Via Hyperallergic | Hakim Bashara

A conference held at The Museum of Modern Art last weekend ended with a surprise reading of an open letter which calls on the museum, and its board member Larry Fink, to divest their investments from private prison companies.
“The Multiplication of Perspectives,” a three-day conference organized by the museum’s research program “Contemporary and Modern Art Perspectives” (C-MAP,) discussed issues of borders, restitution, capitalism, and the “global” approach to art with the participation of leading international artists and scholars. Natalia Brizuela, Associate Professor of Film and Media and Spanish at UC Berkley, read out the letter to the audience at end of the last panel of the conference.
The letter, initiated by the group Art Space Sanctuary, was signed by the majority of the panelists including artists Kader Attia and Jumana Manna; Zdenka Badovinac, director of the Museum of Modern Art in Ljubljana; political theorist Achille Mbembe; writer and curator Omar Berrada; and 11 others participants. The letter reads:
We, invited speakers at the MOMA-organized conference The Multiplication of Perspectives, ask that MOMA and its board member Larry Fink divest from private prison companies.

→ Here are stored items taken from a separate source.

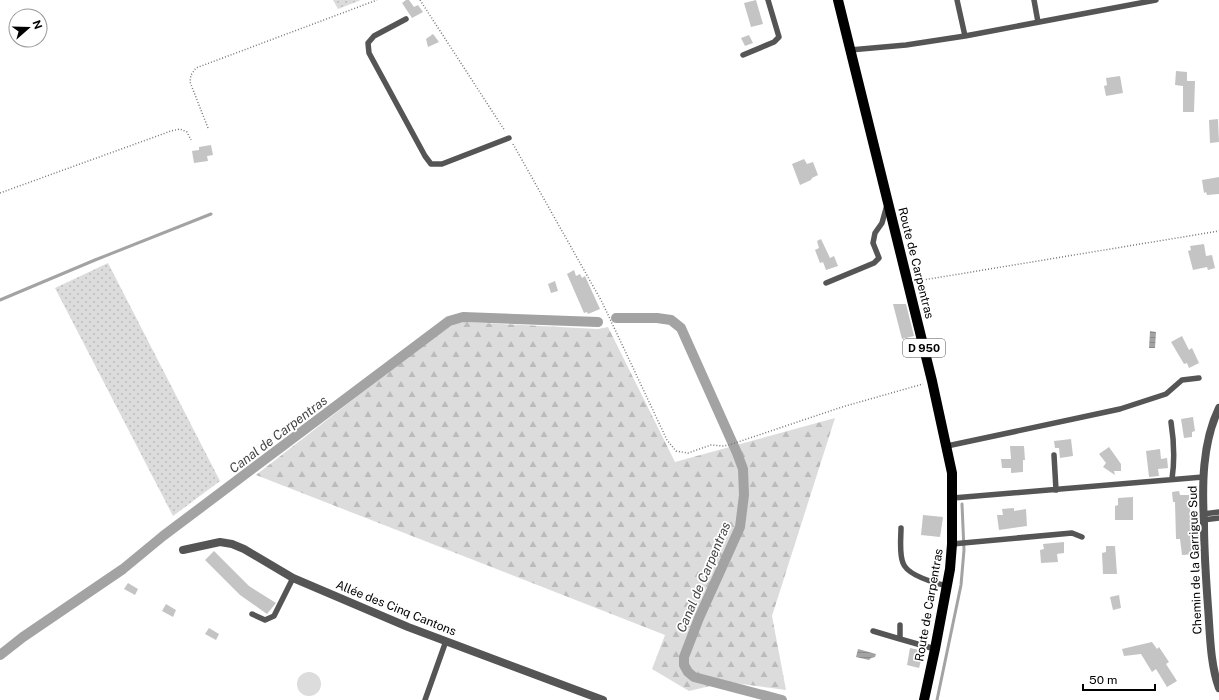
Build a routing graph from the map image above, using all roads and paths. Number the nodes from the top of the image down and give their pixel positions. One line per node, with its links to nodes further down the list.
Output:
1 (378, 0): 13 (path)
2 (420, 0): 14 (path)
3 (768, 0): 12 (lane)
4 (838, 0): 11 (main road, Route de Carpentras / D 950)
5 (956, 0): 10 (lane)
6 (1034, 0): 9 (lane)
7 (1156, 0): 9 (lane)
8 (406, 19): 14 (lane)
9 (1038, 22): 10 (lane)
10 (965, 36): 11 (lane)
11 (850, 50): 17 (main road, Route de Carpentras / D 950)
12 (743, 55)
13 (208, 128)
14 (509, 138): 22 (path)
15 (191, 140): 16 (path)
16 (0, 193)
17 (888, 203): 19 (main road, Route de Carpentras / D 950); 20 (lane)
18 (1219, 230): 19 (path)
19 (907, 282): 22 (main road, Route de Carpentras / D 950)
20 (826, 283)
21 (1199, 378): 25 (lane)
22 (932, 381): 25 (main road, Route de Carpentras / D 950)
23 (1219, 408): 27 (street, Chemin de la Garrigue Sud)
24 (1171, 422): 28 (lane)
25 (947, 446): 30 (main road, Route de Carpentras / D 950)
26 (1054, 455): 29 (lane)
27 (1204, 477): 28 (lane); 32 (street, Chemin de la Garrigue Sud)
28 (1172, 479): 29 (lane)
29 (1056, 490): 30 (lane)
30 (953, 498): 36 (main road, Route de Carpentras / D 950)
31 (1219, 512): 32 (lane)
32 (1203, 517): 33 (lane); 46 (street, Chemin de la Garrigue Sud)
33 (1219, 518)
34 (901, 528): 39 (lane)
35 (1082, 537): 36 (lane)
36 (952, 544): 39 (main road, Route de Carpentras / D 950)
37 (183, 550): 38 (street, Allée des Cinq Cantons)
38 (293, 578): 40 (lane); 44 (street, Allée des Cinq Cantons)
39 (947, 586): 45 (main road, Route de Carpentras / D 950)
40 (252, 614)
41 (900, 625): 43 (lane)
42 (873, 630): 43 (lane)
43 (900, 639): 45 (lane)
44 (446, 641): 47 (lane); 48 (street, Allée des Cinq Cantons)
45 (935, 649): 49 (main road, Route de Carpentras / D 950)
46 (1219, 688)
47 (425, 700)
48 (603, 700)
49 (924, 700)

MOMA Board member Larry Fink is CEO of BlackRock, the 2nd largest shareholder of prison companies, GEO Group and Core Civic. With over $2 billion in contracts with Immigration and Customs Enforcement (ICE), these two companies are responsible for over 70% of all immigration detention including families separated at the border. MOMA’s own pension fund, Fidelity, is also one of the largest owners of these prison stocks.
These prisons punish for profit, break up families and communities, detain immigrant children and impede visits. These prisons are racist, violent and routinely violate human rights. Detained Migrants are denied due process. These prisons cut costs, deny medical care and serve barely edible food.
These prisons think of immigrants as a market. This is just the beginning. They are seeking to expand into other markets.
If the MOMA Board are not convinced of the injustice, we ask that Larry Fink and the MOMA board meet with concerned artists, community leaders, immigrant rights organizations, and detainees to hear the real story about the prison shares they own.
Kader Attia
Zdenka Badovinac
Omar Berrada
Natalia Brizuela
Victoria Collis-Buthelezi
Max Jorge Hinderer Cruz
Cecile Fromont
Timea Junghaus
Jumana Manna
Joe Masco
Achille Mbembe
Zoran Popovic
Harsha Ram
Ann Stoler
Anooradha Iyer Siddiqi
“The point is to not to boycott the MoMA or to vilify the board,” says Abou Farman, an artist, Assistant Professor of Anthropology at the New School, and organizer with Art Space Sanctuary. He tells Hyperallergic, “The point is to make the board and Larry Fink understand that it’s important to divest from these companies. Profiteering needs to be abolished.”
The panelists are not asking the museum to remove Fink from the board, but rather implore the billionaire board member to invest his money elsewhere. “Fink should pull his money out [of prison companies] and put it in the community,” Farman said.
Farman added that the letter builds on previous successful divestment campaigns against the “carceral state.” Grassroots groups similar to Art Space Sanctuary have already succeeded in pressuring JP Morgan and Wells Fargo to divest from private prison companies.

Larry D. Fink is considered one of the most powerful investors in the world. His company BlackRock is ranked the largest investment companyworldwide, with its assets under management (AUM) worth around $6 trillion.
As of March 2017, BlackRock owns 12.2% of the private prison company GEO Group, which makes it the second biggest investor in the company. BlackRock is also the second biggest owner (8.7% of the shares as of January 2018) of CoreCivic, the second largest private prison company in the US.
The Museum of Modern Art’s own pension fund Fidelity is invested in private prison companies, according to Farman. “This is not acceptable. Civic institutions have a civic responsibility, which is now at the point of crises. Those institutions have become hijacked by the oligarchy,” he said.
The Museum of Modern Art has not responded to Hyperallergic’s request for comment.
In 2018, Fink released a letter to CEOs urging them to embrace a more compassionate form of capitalism. “Society is demanding that companies, both public and private, serve a social purpose. To prosper over time, every company must not only deliver financial performance, but also show how it makes a positive contribution to society,” he wrote
“Larry Fink’s company owns a lot of bad stock including in weapons companies, extractivist companies, and private prisons,” Farman said. “Private prisons incarcerate many, but they consider immigrants as their main market.”